Cloud users responding to Rule 34 requests need to determine in what form they will produce ESI in the cloud. They also need to consider, in advance, the potential need for special protections and objections with respect to that cloud metadata -- it may be too late to consider such objections once the cloud data review is underway. Further, cloud providers (and users alike) need to consider the possibility that certain metadata will only reside with the cloud provider and how that affects the parties' discovery obligations (especially if the cloud provider might be considered the data owner for purposes of that metadata).

4. Admissibility

The flipside of the explosion of case law and commentary addressing e-discovery over the past several years, particularly since the amendments to the Federal Rules in late 2006, is the stunning lack of case law addressing admissibility of ESI. One of my favorite decisions, for that very reason, is United States Magistrate Judge Paul W. Grimm's treatment of these issues in Lorraine v. Markel Am. Ins. Co., 241 F.R.D. 534 (D. Md. 2007). Lorraine was an unlikely candidate to spawn a 100-page opinion on authentication of electronic evidence -- it involved a yacht struck by lightning. However, Judge Grimm, clearly disappointed by the parties' failure to authenticate even basic e-mails (they were simply attached to the parties' motions as exhibits), took the opportunity to provide much needed guidance.

I am unaware of any case law specifically addressing admissibility of ESI in the cloud. (More on that lack of case law regarding the cloud generally below.) In the interim, Judge Grimm's guidelines, going back to basics, are well worth a read. Like any other litigant purporting to introduce ESI as evidence, a litigant introducing cloud data must be able to demonstrate that the ESI is relevant and authentic, that it is not precluded by the hearsay rule (or fits within one of its exceptions) or the best evidence rule, and that its probative value is not substantially outweighed by the danger of unfair prejudice. As noted by the court in Lorraine,

Whether ESI is admissible into evidence is determined by a collection of evidence rules that present themselves like a series of hurdles to be cleared by the proponent of the evidence. Failure to clear any of these evidentiary hurdles means that the evidence will not be admissible. Whenever ESI is offered as evidence, either at trial or in summary judgment, the following evidence rules must be considered: (1) is the ESI relevant as determined by Rule 401 (does it have any tendency to make some fact that is of consequence to the litigation more or less probable than it otherwise would be); (2) if relevant under 401, is it authentic as required by Rule 901(a) (can the proponent show that the ESI is what it purports to be); (3) if the ESI is offered for its substantive truth, is it hearsay as defined by Rule 801, and if so, is it covered by an applicable exception (Rules 803, 804 and 807); (4) is the form of the ESI that is being offered as evidence an original or duplicate under the original writing rule, of if not, is there admissible secondary evidence to prove the content of the ESI (Rules 1001-1008); and (5) is the probative value of the ESI substantially outweighed by the danger of unfair prejudice or one of the other factors identified by Rule 403, such that it should be excluded despite its relevance.

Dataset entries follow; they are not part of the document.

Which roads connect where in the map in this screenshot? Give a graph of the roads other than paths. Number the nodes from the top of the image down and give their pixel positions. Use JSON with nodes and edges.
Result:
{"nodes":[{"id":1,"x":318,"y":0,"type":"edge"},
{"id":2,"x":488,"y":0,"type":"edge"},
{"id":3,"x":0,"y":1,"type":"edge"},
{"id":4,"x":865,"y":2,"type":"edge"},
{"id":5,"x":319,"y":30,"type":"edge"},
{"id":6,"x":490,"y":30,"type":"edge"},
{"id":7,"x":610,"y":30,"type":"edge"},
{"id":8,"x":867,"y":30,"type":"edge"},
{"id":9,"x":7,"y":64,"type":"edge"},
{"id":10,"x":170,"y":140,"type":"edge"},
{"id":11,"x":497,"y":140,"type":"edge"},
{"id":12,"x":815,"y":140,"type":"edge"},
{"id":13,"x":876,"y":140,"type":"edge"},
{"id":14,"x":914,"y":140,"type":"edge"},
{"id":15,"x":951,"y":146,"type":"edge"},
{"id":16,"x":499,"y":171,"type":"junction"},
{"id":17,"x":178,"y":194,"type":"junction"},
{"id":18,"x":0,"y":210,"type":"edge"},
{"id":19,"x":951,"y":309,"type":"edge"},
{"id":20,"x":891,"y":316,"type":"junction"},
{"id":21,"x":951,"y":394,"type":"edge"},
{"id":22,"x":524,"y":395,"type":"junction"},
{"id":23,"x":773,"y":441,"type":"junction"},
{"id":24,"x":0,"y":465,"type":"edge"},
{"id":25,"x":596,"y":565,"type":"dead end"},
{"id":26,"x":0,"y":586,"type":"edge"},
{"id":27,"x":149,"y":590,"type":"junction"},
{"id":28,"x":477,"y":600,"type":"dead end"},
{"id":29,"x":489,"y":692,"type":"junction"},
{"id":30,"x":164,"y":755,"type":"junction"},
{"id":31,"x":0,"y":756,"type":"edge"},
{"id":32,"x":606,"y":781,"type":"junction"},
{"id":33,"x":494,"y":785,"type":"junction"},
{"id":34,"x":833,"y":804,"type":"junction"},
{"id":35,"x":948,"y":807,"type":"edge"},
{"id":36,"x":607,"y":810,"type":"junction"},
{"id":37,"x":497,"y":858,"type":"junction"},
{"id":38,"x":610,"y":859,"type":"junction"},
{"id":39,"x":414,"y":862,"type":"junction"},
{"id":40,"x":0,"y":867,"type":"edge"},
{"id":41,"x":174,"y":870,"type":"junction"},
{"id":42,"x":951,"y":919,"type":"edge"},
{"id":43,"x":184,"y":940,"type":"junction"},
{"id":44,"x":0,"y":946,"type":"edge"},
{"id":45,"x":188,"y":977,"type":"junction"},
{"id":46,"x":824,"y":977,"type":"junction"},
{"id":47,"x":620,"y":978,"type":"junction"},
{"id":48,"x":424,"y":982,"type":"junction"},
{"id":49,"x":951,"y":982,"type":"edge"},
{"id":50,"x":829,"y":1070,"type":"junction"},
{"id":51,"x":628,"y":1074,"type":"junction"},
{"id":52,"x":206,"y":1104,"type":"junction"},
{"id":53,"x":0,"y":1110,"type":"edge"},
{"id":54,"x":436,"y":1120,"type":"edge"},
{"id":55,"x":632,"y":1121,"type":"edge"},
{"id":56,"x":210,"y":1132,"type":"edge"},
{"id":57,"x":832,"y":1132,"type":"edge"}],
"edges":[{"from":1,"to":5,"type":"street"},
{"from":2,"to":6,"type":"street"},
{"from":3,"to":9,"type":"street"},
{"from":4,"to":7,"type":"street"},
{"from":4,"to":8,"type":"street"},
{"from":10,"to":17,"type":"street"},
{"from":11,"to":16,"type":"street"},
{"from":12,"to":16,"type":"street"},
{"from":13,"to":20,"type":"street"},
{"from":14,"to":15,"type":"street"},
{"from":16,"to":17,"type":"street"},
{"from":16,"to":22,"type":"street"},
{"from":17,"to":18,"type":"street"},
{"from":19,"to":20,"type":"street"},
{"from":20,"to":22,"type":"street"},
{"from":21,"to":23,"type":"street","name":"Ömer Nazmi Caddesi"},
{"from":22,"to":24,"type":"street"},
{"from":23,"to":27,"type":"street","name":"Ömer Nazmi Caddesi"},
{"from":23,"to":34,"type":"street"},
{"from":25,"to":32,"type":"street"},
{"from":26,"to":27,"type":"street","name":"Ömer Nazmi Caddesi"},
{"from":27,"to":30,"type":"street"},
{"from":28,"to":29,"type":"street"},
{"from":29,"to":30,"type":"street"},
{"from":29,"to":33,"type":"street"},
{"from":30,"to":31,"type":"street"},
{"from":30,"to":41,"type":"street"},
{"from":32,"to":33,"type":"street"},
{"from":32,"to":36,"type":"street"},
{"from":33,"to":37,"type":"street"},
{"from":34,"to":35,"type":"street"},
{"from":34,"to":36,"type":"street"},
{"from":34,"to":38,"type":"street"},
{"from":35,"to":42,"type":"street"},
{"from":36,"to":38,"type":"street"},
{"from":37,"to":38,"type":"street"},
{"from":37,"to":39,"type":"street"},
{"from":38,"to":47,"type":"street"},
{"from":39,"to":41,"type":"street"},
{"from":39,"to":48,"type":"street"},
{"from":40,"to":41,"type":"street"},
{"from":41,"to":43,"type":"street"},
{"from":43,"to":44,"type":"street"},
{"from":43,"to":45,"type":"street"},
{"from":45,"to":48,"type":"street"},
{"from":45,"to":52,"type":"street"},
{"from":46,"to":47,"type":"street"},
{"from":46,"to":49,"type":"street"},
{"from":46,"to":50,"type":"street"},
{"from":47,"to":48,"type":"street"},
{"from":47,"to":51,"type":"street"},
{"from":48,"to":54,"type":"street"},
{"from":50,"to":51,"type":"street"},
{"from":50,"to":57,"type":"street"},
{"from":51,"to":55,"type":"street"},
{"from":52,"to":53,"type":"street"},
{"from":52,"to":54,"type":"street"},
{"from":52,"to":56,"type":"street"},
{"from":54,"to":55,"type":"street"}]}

Litigants may find a number of these evidentiary hurdles particularly challenging when it comes to cloud data, especially authenticity and hearsay. The proponent of even an email, blog post, IM, tweet, or other communication that resides only in the cloud may need to secure declarations, deposition testimony, or even live testimony of the author(s), the recipient(s), the data custodian, and/or the cloud provider itself. The same analysis must be considered for each and every such communication.

5. Cost

The costs associated with any e-discovery can be substantial. In the absence of well-drafted agreements between cloud users and providers, the presence of data in the cloud can only exacerbate those e-discovery costs. The parties to a cloud services agreement must determine which party will cover the costs associated with preserving, accessing, collecting, reviewing, and establishing admissibility of data in the cloud. Parties considering use of the cloud for certain kinds of data should evaluate whether the cost savings associated with using the cloud for that particular purpose outweigh the costs associated with processing data for discovery purposes if and when that becomes necessary.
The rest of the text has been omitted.